Понимаете, только две страны вели себя хорошо по отношению к евреям. Одна была Дания, которая послала всех евреев в Швецию. Всех. Не осталось еврея в Дании. Маленькие пароходики, маленькие разные, понимаете ли, подъезжали, забирали. В одну прекрасную ночь всех переправили — не знаю, сколько их было, датских евреев, ну, может быть, шестьдесят тысяч. Всех послали в Швецию.
— Ну, и король, который вышел с желтой звездой.
— Это отдельно. А другая страна — Болгария. Греческих евреев, которые попали в Болгарию, они выдали немцам — болгарских евреев нет, все остались в живых.
— Вы знаете, что в России время от времени открыто говорят, что да, евреев надо уничтожать. Об этом пишут в газетах, не в больших…
— Но все-таки пишут.
— Не то чтобы кого-то, как в Германии, преследовали по закону, а такая обсуждаемая гражданская тема.
— Я понимаю.
— Ничего сказать не хотите? (Он покачал отрицательно головой.) Ничего. (Я хмыкнул.)

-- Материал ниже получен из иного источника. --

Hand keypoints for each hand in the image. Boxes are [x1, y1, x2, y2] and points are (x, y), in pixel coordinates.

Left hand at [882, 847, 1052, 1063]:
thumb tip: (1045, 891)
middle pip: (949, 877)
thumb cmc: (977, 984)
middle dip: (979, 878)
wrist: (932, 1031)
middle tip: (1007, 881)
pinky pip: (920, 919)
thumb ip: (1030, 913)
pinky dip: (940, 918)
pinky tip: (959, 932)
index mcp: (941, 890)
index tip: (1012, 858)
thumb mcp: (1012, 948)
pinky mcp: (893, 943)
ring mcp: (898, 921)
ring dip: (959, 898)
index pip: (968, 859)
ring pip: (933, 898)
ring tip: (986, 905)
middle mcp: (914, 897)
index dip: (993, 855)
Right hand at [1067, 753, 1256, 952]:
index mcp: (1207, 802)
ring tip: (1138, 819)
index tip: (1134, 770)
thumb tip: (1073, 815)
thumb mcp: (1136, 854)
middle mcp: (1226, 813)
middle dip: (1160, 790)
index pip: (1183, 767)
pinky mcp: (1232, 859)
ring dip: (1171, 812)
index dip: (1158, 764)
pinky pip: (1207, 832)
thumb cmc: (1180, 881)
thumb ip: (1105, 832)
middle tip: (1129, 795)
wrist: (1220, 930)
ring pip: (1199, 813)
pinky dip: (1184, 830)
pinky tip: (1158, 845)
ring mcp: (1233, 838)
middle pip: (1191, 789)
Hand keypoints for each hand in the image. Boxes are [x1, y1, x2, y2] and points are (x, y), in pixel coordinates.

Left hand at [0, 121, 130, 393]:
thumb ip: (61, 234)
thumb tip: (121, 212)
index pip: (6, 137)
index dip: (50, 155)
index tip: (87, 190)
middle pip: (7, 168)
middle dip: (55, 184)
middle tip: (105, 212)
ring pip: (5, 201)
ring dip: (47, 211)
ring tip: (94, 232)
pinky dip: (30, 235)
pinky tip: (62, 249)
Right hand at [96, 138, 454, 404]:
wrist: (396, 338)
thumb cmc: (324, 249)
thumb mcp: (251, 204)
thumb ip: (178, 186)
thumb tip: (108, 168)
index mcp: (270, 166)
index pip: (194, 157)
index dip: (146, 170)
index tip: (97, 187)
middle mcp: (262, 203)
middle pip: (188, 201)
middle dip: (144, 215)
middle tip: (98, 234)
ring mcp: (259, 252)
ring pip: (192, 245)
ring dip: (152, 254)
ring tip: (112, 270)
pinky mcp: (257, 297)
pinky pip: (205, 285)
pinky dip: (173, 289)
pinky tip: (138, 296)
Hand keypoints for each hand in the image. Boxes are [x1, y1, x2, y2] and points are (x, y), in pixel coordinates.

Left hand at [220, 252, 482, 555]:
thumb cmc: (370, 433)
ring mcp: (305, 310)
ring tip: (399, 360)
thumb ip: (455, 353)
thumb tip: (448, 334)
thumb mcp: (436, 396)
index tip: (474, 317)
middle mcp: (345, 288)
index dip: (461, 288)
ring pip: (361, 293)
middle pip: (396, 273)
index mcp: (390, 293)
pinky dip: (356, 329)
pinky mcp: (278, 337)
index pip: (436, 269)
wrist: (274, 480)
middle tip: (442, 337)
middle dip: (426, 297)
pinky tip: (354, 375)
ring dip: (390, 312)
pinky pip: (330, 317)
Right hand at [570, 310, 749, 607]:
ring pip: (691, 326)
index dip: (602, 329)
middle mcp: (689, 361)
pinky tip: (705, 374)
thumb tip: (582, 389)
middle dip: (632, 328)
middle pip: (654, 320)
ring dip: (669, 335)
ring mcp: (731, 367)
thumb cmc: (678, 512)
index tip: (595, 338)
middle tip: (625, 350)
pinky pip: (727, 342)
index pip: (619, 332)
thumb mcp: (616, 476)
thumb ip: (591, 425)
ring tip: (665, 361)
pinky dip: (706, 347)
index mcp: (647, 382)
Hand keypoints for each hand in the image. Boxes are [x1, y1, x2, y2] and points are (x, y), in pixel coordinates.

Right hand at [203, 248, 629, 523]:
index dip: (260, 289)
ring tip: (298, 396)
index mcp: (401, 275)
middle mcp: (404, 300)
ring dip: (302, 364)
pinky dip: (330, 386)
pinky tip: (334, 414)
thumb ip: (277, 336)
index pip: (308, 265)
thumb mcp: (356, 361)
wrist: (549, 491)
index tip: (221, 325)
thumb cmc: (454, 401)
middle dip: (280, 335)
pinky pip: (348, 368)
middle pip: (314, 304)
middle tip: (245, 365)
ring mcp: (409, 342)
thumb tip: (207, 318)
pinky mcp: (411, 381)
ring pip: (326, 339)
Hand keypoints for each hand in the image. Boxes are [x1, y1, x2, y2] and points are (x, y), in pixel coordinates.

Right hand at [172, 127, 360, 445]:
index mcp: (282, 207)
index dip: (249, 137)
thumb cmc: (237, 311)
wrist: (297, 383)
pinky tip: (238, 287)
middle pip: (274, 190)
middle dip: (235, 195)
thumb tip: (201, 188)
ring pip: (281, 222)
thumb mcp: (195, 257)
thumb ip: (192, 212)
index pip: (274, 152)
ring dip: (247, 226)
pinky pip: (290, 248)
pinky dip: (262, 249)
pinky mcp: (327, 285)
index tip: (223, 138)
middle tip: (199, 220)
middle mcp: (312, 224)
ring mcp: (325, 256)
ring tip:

— Я ничего не могу сказать. Ни вы, ни я ничего не можем сказать. Что мы можем сказать?
— А тогда о своем отношении к ассимиляции вы что-то можете сказать?
— Оно довольно сложное, я вам скажу почему. Очень такое нелегальное, я не говорю всем об этом. Я говорил об этом с людьми, но они ужасаются. Я считаю, что… Я же сионист. Вопрос: почему Израиль? Потому что ассимиляция не удалась. Никогда не удастся. Это ясно. Самая большая ассимиляция была в Германии, и это лопнуло. Я думаю, что, если б то, что я дотронусь до какой-нибудь такой машины пальцем (с похлопыванием рукой по другой руке), превратило бы всех евреев в датчан, я, может быть, бы это сделал. Потому что, понимаете ли, я не верю, что Бог нам обещал Палестину,— это меня не трогает. (С ироническим пафосом:) То, что есть еврейская цивилизация, что евреи замечательный народ, нужно их сохранить, они много для мира сделали — (серьезно:) цена слишком велика. Это так, но мы заплатили слишком дорого за это. В конце концов, еврейская история — не история мартирологии. Поэтому я не взялся бы сказать: нет, нужно идти дальше, нужно страдать. Это поляки говорили про себя. Что Христос — их нация: мы обязаны страдать, Бог нам приказал страдать, и мы не имеем права уклониться. В Польше, в девятнадцатом столетии. Это было время раздела, все это насилие, раздел Польши. Они были мучениками, страна мучеников. И были люди, которые тогда могли вам приказать быть мучениками: «Это наш долг». Я не считаю, что евреи — это нация-Христос. Нет, я бы этого не сказал. Есть люди, которые так думают… Если б я мог превратить всех евреев в каких-то других, неевреев, я бы это, может быть, и сделал. Но! Так как это невозможно, тогда только один ответ: мы не должны быть такими, мы должны жить нормальную жизнь, где-то. Где они, евреи, не чувствуют себя неуютно. Нету еврея в мире, в котором нет капли неуюта, чувства неуюта. Они не совсем как другие. Им нужно быть «специальными», нужно завести «хорошего» еврея — иначе «они» нас будут преследовать. История об этом человеке с пистолетом. Так что я не говорю: ассимиляция — нет. Я за ассимиляцию принципиально, я не антиассимилянт. Но совершенно явно, что этому не быть.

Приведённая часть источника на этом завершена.